Dio è amore incondizionato. Durante il riesame della nostra vita terrena sapremo che non è Dio da biasimare per il nostro destino, ma saremo ben consci che proprio noi siamo stati i peggiori nemici di noi stessi, e ci accuseremo di aver trascurato tante opportunità di crescere. Capiremo che tanto tempo fa, quando la nostra casa bruciò o quando morì il nostro bambino, quando nostro marito si ferì, o noi stessi avemmo un attacco di cuore, tutti quei durissimi colpi del destino, altro non erano se non possibilità di crescere, di crescere in comprensione, di crescere in amore, di crescere in tutte quelle cose che dovevamo imparare. E invece di usare saggiamente questa opportunità, diremmo con rammarico:” Dopo ogni colpo sono diventato sempre più amaro, crescendo solo la mia rabbia e la mia negatività….”
Siamo creati per una vita bella, semplice, meravigliosa.
E devo sottolineare che non ci sono bimbi maltrattati o abbandonati solo in America, ma dappertutto. Il mio più grande desiderio è che si cominci a considerare la vita in modo diverso. Se si accetta il fatto che la vita è qualcosa per cui si è stati creati, allora non ci si chiederà più quali vite debbano essere prolungate e quali no. Allora nessuno si chiederebbe più se il caso di dare un’overdose per accorciare una vita. La morte non deve necessariamente comportare sofferenze.
La scienza medica ha fatto tali progressi oggi che è possibile evitare ai pazienti di soffrire. Se si può evitare che i morenti soffrono, se si assistono con amore e si ha il coraggio di tenerli a casa, sempre che sia possibile, allora nessuno di loro chiederà un’overdose.
Quando le tempeste si abbatteranno sulla nostra vita ricordiamo che esse sono un dono non visibile immediatamente, ma lo diventeranno dieci o vent’anni dopo. Infatti ci consentono di imparare cose che altrimenti non avremmo mai imparato.
Volendoci esprimere per simboli, se fossimo una pietra e venissimo gettati dentro una tagliatrice, dipenderebbe da noi esserne del tutto schiacciati o uscirne come un diamante scintillante.
Per concludere, voglio assicurarvi che è un privilegio trovarsi al capezzale di un morente, e che la morte in quanto tale non deve essere una cosa triste e orribile. Al contrario, si possono sperimentare cose meravigliose. E se trasmetteremo ai nostri figli, ai nostri nipoti e ai nostri conoscenti ciò che abbiamo imparato dai morenti, allora il mondo diventerà un paradiso. Credo che sia veramente tempo di cominciare a farlo.

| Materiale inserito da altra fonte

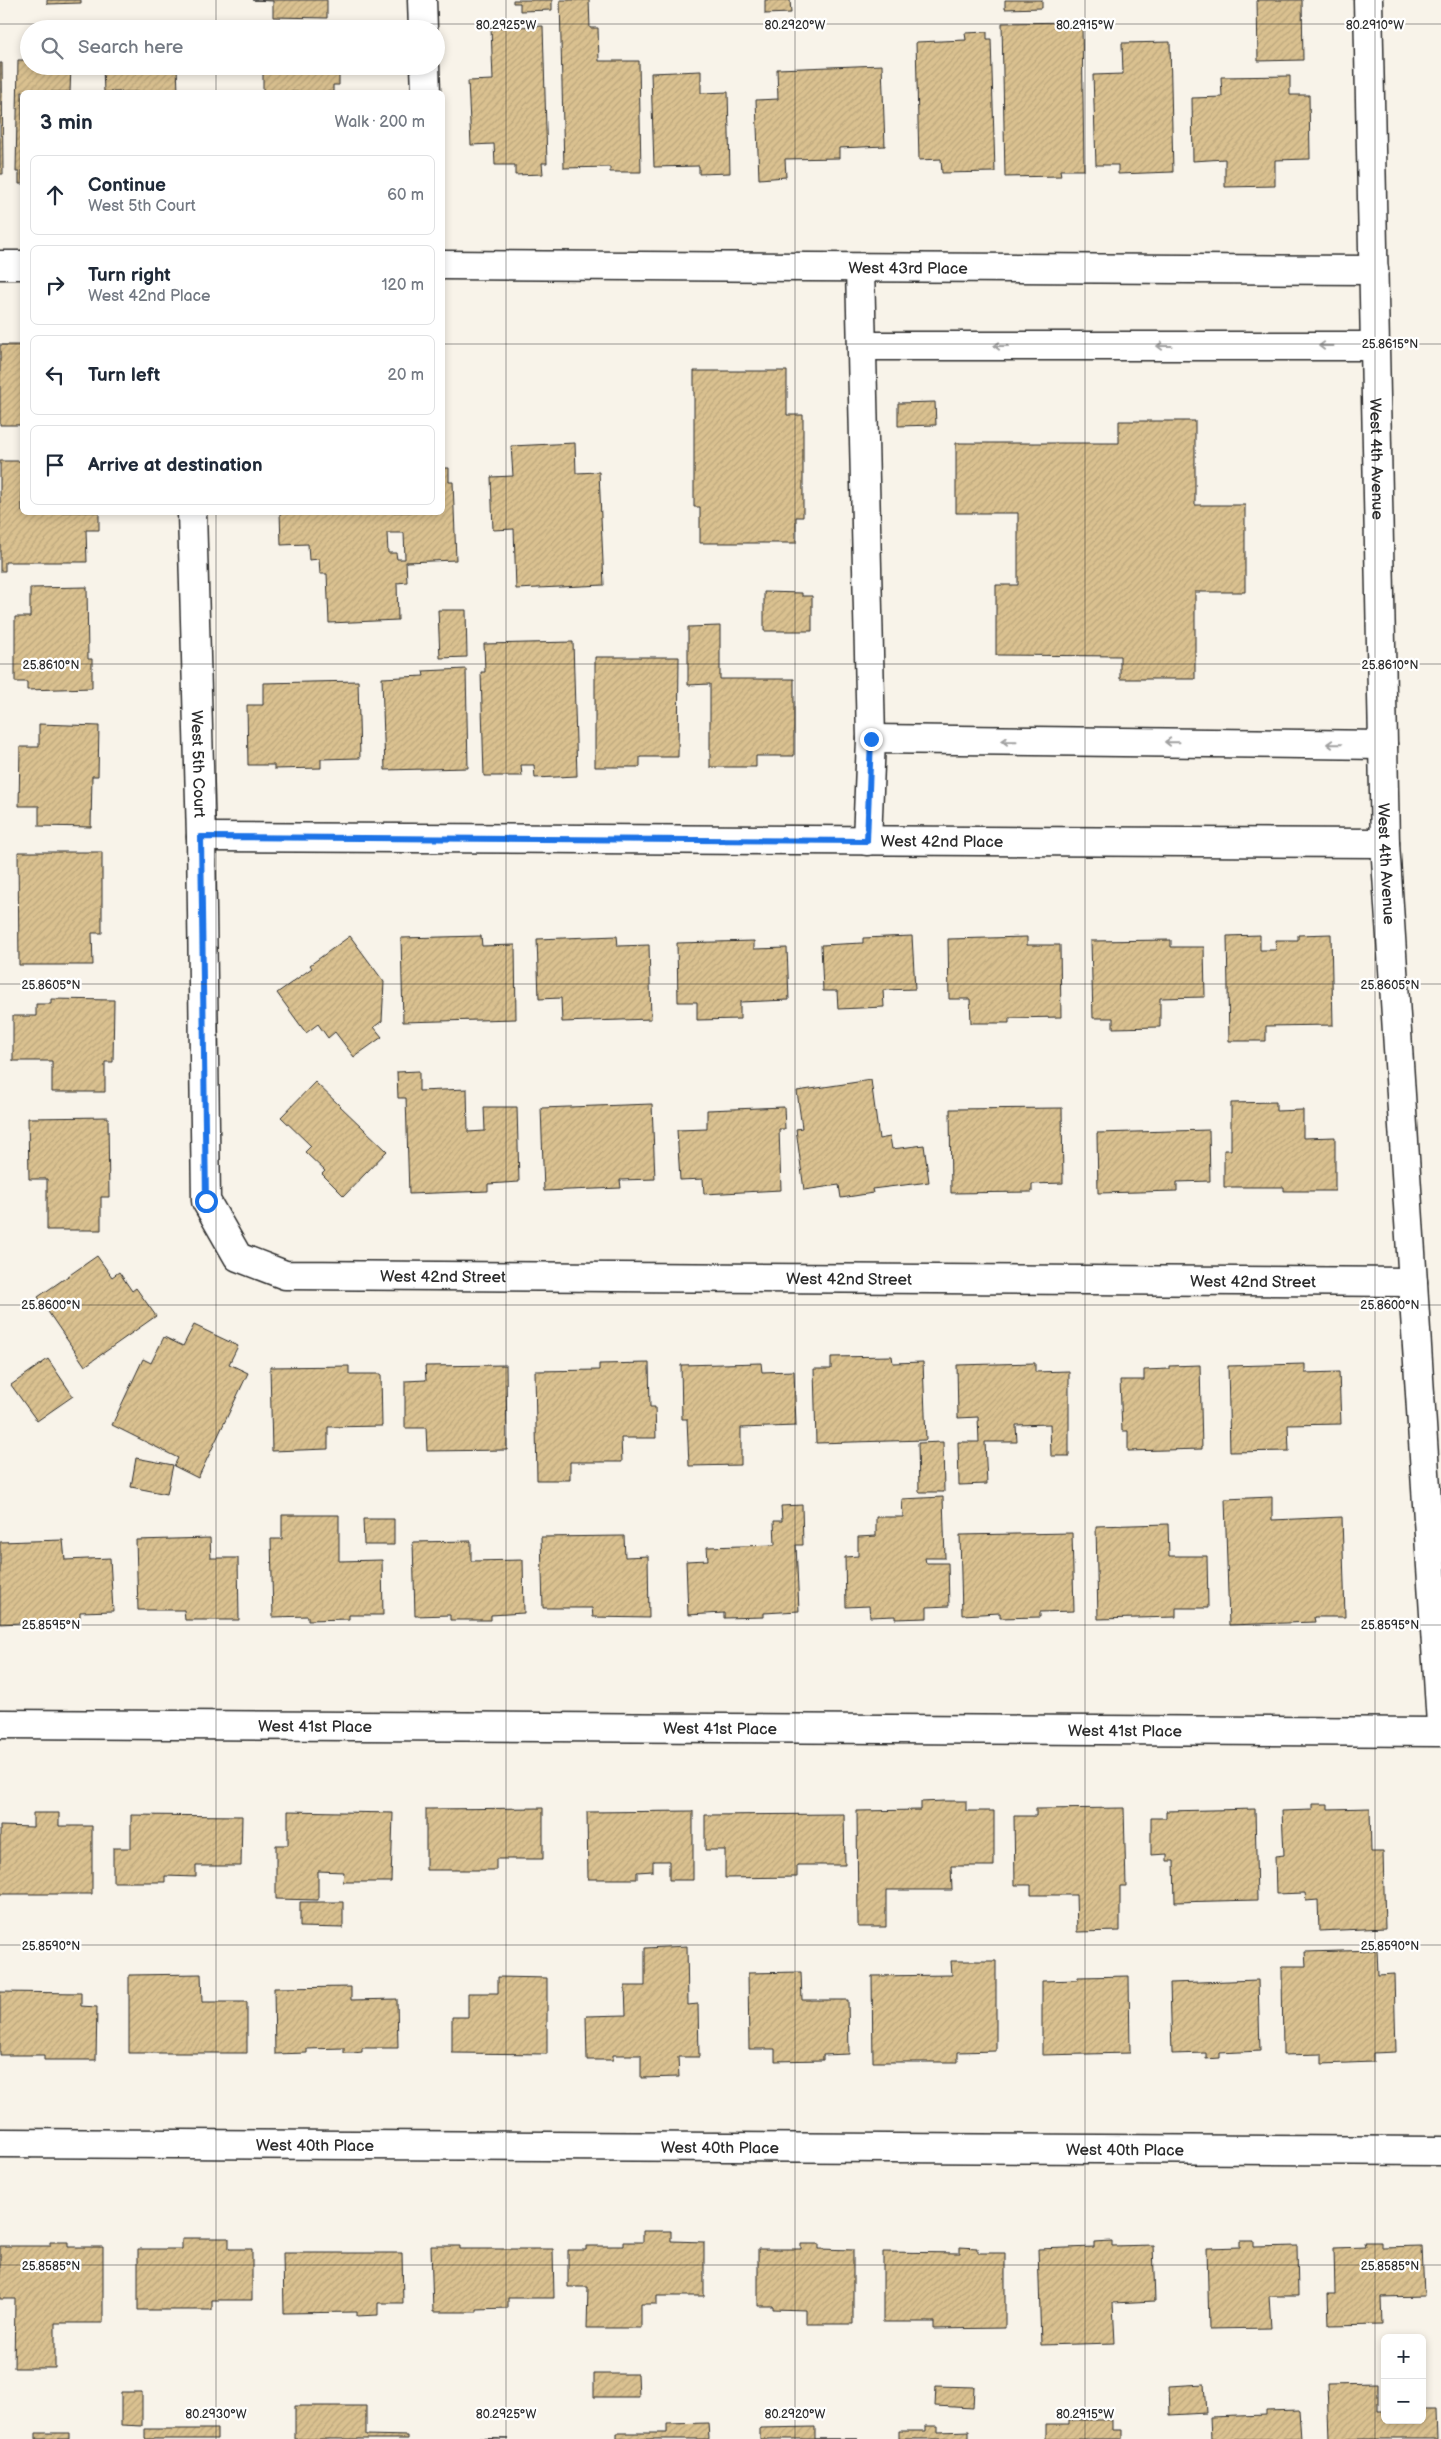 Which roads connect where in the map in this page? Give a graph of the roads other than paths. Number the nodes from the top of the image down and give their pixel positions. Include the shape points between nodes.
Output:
1 (422, 0) edge
2 (1368, 0) edge
3 (423, 20) edge
4 (425, 75) edge
5 (426, 90) edge
6 (0, 265) edge
7 (20, 265) edge
8 (445, 265) edge
9 (860, 268) junction
10 (1374, 270) junction
11 (862, 346) junction
12 (1375, 346) junction
13 (192, 515) edge
14 (871, 739) junction
15 (1383, 745) junction
16 (201, 837) junction
17 (867, 841) junction
18 (1385, 844) junction
19 (285, 1275) joint
20 (1413, 1282) junction
21 (0, 1724) edge
22 (1441, 1724) edge
23 (1441, 1732) edge
24 (0, 2143) edge
25 (1441, 2151) edge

*Elizabeth Kùbler Ross -La Morte E La Vita Dopo La Morte
*Nota*: Nel campo della ricerca sulla morte, la dottoressa Elizabeth Kùbler Rosssi si è meritatamente conquistata grande fama. Le innumerevoli ore trascorse accanto ai pazienti allo stadio terminale le consentirono di fare scoperte in seguito confermate da altri ricercatori, ormai patrimonio acquisito di questo campo di studio. Elizabeth Kùbler Ross non esitò a mettere a repentaglio il suo buon nome di scienziata affermando ciò che le esperienze dei morenti gli avevano insegnato: la morte in realtà non esiste, è un passaggio a un altro stadio di coscienza, in cui si continua a crescere psichicamente e spiritualmente. Elizabeth Kùbler Ross psichiatra, ha svolto un lavoro pionieristico nel campo dell’assistenza ai malati terminali e della ricerca sulla morte e il morire. Per questi suoi lavori scientifici le sono state conferite da varie università lauree honoris causa. Grazie al suo impegno e alla sua instancabile attività, l’assistenza ai morenti e la ricerca sulla morte sono divenuti di grande attualità.